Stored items
[Start of Attachment]

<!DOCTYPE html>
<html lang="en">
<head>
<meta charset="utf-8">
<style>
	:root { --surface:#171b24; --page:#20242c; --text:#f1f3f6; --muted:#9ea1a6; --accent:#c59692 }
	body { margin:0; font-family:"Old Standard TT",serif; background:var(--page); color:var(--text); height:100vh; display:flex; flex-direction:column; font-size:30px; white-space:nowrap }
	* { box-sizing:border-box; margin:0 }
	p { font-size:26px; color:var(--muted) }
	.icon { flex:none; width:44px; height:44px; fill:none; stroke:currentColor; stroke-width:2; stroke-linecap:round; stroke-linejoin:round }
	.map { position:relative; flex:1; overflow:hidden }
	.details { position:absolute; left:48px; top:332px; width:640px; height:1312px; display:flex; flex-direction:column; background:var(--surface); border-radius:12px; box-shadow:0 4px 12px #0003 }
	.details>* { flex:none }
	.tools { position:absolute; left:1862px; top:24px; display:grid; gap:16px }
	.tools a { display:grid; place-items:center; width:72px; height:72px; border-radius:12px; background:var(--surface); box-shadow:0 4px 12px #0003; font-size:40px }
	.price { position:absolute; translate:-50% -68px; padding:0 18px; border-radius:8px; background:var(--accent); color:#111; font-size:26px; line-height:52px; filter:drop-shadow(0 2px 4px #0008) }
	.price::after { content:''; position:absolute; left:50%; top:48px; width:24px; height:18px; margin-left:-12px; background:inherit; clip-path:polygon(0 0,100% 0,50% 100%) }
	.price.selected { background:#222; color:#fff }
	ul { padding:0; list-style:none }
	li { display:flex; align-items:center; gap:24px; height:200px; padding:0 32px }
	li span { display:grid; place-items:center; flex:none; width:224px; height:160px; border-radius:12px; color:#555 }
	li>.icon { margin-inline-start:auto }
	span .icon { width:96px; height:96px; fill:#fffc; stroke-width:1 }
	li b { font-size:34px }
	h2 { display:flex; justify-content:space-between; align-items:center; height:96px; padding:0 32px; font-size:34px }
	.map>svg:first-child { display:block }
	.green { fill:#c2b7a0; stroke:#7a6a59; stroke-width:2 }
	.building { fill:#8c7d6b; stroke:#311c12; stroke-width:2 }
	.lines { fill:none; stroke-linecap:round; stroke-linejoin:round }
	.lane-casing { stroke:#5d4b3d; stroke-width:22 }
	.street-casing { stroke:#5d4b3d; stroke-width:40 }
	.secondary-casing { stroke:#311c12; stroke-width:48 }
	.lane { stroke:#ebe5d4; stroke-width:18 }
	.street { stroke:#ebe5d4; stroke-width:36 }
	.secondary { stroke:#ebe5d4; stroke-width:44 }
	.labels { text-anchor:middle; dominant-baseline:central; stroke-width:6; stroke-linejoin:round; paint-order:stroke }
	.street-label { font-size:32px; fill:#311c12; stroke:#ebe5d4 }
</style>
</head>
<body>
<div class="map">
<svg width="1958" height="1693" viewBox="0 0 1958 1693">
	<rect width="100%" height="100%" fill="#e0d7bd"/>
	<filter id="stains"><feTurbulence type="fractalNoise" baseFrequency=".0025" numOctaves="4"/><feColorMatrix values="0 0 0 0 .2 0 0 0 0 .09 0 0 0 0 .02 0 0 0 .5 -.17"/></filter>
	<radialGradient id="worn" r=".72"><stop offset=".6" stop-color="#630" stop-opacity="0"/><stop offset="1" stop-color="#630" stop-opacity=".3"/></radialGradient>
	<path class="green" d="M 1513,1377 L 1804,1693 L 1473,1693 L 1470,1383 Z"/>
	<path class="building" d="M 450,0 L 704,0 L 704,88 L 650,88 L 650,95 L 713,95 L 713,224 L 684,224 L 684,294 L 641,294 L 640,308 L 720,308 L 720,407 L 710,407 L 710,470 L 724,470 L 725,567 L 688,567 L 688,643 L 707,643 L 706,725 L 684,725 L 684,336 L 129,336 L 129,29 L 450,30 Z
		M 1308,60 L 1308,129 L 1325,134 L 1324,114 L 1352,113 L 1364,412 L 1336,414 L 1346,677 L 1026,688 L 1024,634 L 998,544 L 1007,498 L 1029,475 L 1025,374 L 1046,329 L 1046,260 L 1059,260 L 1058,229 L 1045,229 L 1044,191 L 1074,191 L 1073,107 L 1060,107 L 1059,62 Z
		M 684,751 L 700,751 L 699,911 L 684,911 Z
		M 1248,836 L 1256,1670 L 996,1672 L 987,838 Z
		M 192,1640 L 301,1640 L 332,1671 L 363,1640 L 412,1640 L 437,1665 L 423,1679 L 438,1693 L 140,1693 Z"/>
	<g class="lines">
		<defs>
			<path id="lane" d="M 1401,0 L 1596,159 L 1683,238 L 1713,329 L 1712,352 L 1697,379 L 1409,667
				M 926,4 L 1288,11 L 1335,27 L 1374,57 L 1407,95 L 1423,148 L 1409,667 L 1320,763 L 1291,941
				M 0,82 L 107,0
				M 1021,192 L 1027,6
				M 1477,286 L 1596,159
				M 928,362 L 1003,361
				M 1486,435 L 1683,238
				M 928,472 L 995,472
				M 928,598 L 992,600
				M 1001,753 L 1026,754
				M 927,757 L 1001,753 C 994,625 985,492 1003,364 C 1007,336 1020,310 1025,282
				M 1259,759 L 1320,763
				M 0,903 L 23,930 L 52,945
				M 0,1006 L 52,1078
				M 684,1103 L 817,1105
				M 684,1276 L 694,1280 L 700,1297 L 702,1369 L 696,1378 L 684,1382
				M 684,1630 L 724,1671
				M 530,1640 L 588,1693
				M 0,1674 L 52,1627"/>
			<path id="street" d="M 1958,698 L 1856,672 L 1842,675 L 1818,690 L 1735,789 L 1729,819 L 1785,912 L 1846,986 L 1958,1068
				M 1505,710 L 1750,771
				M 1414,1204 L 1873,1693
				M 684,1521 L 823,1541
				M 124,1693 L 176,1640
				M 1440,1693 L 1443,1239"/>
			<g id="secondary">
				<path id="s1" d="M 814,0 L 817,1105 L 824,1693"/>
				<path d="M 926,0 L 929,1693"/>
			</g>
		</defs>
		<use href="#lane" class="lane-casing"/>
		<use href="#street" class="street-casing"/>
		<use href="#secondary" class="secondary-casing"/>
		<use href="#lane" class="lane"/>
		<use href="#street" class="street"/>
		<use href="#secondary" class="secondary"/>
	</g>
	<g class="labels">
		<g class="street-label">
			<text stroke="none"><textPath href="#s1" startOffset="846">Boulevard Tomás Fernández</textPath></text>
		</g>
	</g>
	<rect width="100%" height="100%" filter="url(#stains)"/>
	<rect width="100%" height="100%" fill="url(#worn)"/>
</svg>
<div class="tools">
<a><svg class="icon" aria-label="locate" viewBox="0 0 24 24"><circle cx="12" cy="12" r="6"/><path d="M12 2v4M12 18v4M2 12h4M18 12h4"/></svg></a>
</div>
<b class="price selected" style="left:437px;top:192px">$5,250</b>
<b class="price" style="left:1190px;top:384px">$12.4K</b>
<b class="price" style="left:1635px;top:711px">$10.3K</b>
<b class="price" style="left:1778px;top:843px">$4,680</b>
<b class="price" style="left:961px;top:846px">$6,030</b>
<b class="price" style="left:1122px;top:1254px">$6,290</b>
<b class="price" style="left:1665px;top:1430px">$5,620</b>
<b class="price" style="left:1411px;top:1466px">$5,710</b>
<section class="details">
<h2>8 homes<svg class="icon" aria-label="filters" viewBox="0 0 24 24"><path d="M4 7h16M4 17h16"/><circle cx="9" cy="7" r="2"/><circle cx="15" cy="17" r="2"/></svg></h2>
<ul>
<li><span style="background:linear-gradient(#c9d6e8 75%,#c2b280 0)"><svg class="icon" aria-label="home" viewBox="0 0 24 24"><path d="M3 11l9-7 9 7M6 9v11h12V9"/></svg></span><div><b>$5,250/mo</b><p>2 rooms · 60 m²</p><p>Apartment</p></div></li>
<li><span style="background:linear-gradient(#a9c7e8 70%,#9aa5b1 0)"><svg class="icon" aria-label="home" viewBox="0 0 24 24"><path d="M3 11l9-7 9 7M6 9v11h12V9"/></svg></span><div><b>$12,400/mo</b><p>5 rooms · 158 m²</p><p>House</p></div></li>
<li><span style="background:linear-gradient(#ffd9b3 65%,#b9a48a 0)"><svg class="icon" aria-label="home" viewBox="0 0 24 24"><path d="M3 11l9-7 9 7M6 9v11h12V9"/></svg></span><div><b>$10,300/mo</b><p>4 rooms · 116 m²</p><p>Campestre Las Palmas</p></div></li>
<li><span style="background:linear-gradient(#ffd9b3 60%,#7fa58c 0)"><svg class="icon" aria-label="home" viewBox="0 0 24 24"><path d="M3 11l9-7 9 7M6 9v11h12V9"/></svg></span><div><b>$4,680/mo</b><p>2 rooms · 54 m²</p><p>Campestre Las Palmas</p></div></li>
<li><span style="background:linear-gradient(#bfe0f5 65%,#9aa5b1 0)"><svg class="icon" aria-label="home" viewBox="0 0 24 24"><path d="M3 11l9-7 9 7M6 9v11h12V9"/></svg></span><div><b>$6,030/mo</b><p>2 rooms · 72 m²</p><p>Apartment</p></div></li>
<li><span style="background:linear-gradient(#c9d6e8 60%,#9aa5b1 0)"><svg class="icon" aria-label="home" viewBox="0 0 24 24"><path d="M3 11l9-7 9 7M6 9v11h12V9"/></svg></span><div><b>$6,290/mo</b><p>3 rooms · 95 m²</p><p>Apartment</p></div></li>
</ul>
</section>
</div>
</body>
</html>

[End of Attachment]

> INSTRUCTIONS TO FOLLOW:
Across the data, tally the lines containing "casing" and give back the number alone.

> FINAL ANSWER:
6